Who is covering education and learning? Read, listen to, and view their stories. At newspapers, editors generally assign reporters to cover stories for their respective sections. In which sections do education stories typically appear? Learn the name of these editors. In television and radio news, the assignment editors and managing editors are the gatekeepers. At television and radio talk shows, executive producers, executive and managing editors, and producers are typically the go-to people. On-air hosts very rarely respond to outside inquiries, unless you know them personally. If you know someone who works in the news media—a receptionist, a production assistant, a copy editor, or a sound engineer—or if you know someone who knows someone, make the most of that connection! Recently, a director of an organization who had been trying to make contact with a reporter was provided with a great opportunity when that reporter landed in the yoga class she taught after hours! The point is, you never know where or when a connection will materialize, but it’s good to be on the lookout.
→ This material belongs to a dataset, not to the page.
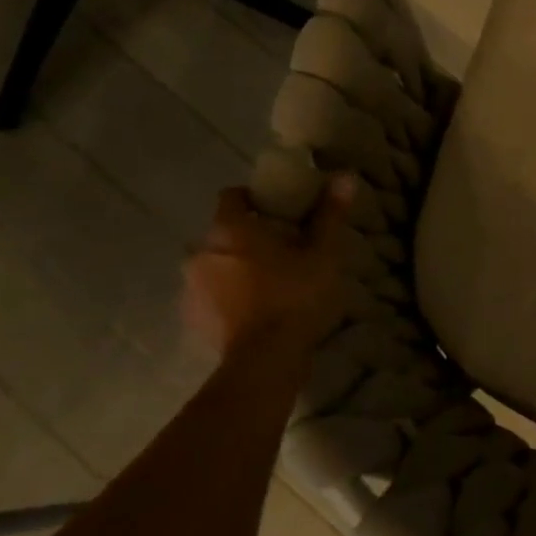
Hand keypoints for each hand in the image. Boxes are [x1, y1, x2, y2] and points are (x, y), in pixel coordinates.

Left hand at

Once you establish a connection, be prepared to maintain it. It doesn’t require a weekly phone call (actually, that would be annoying) but you may want to check in every once in a while. Share an article from Education Week or one of the other education trade publications; it could be the basis for a story at some point. For example, you may want to send a journalist an article you’ve found on the Hub, with a note about how this new research is informing instructional practice in your district or school. It’s best to establish a relationship whereby you’re not asking for something every time you call. Establish your expertise over time and be of service. Remain as authentic and open as possible—journalists are people, too!
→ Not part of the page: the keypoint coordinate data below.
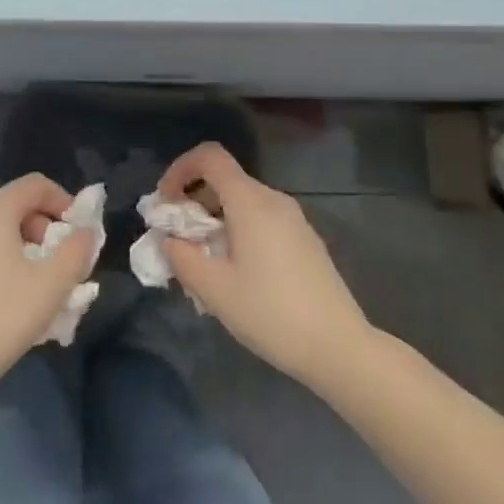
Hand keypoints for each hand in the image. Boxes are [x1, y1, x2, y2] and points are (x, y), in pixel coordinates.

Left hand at [0, 173, 95, 398]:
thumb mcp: (53, 285)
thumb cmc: (2, 318)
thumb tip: (86, 232)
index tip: (77, 231)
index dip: (63, 200)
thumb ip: (77, 250)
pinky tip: (7, 298)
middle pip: (15, 205)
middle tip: (60, 260)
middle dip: (44, 227)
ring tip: (38, 282)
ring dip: (23, 245)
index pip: (35, 184)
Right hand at [157, 143, 369, 389]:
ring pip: (242, 203)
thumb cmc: (271, 313)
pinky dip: (237, 231)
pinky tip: (235, 274)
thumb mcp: (214, 289)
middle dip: (193, 202)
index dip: (180, 169)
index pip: (210, 156)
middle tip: (178, 241)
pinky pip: (261, 220)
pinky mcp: (304, 240)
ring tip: (203, 263)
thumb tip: (170, 239)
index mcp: (250, 201)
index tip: (165, 203)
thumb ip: (181, 257)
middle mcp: (273, 200)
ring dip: (214, 221)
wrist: (338, 346)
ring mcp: (293, 219)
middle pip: (225, 180)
3. Their emergency is YOUR emergency.
When the media comes calling—to report on a crisis or a developing story (positive or negative)—it is your job to respond, and to respond immediately. Nothing raises journalists’ hackles more than the phrase: “No comment.” To build a good relationship, be as prompt as possible. One of the best ways to make a friend in the media is to ask: “What’s your deadline?” That simple question demonstrates respect for the journalist and the culture in which he operates. If the journalist requests information that is not at your fingertips, tell him that you will do some research and get back to him. Follow up at your earliest opportunity! Many people make the mistake of returning a journalist’s call at their own convenience; if you want the reporter in your court, you need to live by their constraints. A deadline is a deadline, and the story is being written with or without your input.
4. If a reporter covers a story well, send an email or a handwritten thank-you note.
Do the same if you’ve appeared on a radio or television talk show. Gratitude goes a long way toward building and maintaining positive relationships.